--- TASK DESCRIPTION ---
For the entries below, state how many lines include the string "Monarch", and write nothing besides that number.

--- Data items ---
....................
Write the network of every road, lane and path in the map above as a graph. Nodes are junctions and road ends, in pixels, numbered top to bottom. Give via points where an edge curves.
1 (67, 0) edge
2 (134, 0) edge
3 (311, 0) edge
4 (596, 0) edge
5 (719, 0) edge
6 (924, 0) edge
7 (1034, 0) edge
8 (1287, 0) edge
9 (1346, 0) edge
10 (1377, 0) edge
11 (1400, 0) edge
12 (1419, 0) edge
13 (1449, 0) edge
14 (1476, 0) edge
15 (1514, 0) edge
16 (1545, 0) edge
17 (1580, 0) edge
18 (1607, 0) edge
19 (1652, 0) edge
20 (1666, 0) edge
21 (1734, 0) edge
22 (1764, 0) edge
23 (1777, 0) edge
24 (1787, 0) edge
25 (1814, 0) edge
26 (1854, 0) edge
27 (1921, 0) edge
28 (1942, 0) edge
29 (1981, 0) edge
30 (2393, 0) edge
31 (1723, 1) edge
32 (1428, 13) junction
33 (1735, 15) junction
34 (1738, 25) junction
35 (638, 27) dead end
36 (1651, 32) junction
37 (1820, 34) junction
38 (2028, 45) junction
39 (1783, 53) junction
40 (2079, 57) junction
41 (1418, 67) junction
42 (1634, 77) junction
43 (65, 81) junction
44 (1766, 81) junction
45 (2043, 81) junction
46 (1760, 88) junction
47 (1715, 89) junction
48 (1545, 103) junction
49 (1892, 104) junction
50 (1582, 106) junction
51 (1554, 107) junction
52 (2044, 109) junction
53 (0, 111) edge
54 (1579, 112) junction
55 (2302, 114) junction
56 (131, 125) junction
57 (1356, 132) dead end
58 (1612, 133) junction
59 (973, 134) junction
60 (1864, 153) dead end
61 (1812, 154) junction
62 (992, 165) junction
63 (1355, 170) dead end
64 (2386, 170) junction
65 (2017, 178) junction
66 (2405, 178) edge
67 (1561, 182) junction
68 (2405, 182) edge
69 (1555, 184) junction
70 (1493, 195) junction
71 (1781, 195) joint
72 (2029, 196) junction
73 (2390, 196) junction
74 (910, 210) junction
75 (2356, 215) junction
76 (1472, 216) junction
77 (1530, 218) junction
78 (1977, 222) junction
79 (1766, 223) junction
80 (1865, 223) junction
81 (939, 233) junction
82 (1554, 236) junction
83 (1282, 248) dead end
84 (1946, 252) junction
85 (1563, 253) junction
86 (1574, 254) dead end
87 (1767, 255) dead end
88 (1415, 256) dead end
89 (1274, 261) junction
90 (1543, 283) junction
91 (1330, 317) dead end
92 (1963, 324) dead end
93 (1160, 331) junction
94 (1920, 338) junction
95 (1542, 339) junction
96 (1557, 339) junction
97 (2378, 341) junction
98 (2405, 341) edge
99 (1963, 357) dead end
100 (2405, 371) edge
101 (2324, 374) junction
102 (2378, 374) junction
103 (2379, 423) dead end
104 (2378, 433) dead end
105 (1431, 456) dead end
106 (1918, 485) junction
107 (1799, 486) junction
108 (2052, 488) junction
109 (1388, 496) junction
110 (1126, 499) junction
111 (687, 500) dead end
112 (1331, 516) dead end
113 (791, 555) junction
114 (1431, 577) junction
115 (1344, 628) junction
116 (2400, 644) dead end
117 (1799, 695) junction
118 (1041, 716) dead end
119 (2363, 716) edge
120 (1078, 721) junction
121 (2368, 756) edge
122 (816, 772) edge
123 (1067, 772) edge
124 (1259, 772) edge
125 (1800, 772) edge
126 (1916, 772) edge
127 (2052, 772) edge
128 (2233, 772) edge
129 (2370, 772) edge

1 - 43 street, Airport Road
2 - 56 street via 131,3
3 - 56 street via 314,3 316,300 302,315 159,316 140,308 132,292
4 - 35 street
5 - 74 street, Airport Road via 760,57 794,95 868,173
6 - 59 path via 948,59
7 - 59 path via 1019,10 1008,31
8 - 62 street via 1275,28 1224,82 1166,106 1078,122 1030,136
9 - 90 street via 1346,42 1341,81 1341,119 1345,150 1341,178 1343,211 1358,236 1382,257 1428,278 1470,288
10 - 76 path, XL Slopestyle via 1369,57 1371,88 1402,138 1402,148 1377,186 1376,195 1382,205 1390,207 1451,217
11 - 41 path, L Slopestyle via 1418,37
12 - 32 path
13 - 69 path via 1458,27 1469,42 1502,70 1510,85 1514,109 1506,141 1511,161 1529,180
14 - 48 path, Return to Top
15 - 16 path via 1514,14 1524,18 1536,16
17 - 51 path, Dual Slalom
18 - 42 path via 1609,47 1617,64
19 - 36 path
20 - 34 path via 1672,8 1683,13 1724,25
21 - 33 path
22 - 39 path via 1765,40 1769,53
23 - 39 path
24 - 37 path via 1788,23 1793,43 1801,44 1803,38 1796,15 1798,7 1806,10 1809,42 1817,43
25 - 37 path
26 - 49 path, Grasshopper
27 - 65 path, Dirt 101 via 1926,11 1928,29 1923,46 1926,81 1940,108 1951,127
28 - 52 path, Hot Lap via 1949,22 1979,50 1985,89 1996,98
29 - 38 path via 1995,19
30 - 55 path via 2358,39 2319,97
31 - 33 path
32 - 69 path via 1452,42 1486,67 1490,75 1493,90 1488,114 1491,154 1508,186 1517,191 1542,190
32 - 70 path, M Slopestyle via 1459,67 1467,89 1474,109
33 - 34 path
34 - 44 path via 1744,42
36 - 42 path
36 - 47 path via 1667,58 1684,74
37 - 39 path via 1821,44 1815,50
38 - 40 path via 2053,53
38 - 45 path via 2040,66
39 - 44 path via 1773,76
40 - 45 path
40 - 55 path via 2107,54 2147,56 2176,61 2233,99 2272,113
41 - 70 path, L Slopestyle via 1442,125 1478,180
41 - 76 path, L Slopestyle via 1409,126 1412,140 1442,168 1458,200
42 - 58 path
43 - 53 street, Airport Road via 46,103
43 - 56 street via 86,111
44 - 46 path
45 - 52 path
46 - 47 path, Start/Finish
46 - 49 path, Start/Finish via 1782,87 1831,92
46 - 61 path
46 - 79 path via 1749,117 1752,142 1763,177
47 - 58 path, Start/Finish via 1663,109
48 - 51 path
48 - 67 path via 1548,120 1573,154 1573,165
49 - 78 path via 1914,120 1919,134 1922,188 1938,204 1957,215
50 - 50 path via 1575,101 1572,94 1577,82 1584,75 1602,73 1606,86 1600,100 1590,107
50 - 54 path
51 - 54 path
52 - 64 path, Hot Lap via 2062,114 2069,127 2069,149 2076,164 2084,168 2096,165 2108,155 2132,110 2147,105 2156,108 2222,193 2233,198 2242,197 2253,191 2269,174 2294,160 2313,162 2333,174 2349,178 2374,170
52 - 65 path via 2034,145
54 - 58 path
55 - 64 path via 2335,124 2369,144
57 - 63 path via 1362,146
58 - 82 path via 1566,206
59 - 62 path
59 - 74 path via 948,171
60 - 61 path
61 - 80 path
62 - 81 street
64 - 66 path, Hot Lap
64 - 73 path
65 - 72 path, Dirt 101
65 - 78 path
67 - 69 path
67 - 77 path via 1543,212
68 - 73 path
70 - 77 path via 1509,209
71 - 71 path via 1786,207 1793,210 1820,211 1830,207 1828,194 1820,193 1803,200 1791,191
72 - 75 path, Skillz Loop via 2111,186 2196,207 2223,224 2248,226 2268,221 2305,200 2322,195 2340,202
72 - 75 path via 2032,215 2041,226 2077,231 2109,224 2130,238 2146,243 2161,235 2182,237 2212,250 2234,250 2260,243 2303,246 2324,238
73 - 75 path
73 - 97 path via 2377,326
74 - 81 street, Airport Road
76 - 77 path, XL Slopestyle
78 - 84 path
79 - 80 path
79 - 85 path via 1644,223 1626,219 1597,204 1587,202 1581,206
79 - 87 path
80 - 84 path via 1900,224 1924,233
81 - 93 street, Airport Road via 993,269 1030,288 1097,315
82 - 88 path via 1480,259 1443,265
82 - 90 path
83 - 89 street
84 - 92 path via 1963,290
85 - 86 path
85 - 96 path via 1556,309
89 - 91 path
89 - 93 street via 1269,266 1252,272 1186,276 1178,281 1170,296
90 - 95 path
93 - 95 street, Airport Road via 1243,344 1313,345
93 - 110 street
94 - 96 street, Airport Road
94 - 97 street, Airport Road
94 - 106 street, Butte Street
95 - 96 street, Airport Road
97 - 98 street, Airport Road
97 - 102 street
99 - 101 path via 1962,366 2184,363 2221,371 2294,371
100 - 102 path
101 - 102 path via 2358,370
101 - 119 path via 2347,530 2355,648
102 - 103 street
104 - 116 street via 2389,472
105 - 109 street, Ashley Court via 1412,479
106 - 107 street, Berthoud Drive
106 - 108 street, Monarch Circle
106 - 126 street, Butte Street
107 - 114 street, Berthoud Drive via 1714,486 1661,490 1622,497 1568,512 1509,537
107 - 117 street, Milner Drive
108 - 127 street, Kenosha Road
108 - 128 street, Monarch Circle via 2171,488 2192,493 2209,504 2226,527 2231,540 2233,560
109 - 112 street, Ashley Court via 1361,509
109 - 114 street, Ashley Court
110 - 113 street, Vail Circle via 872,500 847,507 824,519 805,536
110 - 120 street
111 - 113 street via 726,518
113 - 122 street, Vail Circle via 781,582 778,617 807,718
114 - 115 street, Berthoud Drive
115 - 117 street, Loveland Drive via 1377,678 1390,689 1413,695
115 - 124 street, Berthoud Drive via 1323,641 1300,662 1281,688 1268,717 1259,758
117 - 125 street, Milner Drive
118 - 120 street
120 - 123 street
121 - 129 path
....................
--- EXERCISE RESULT ---
2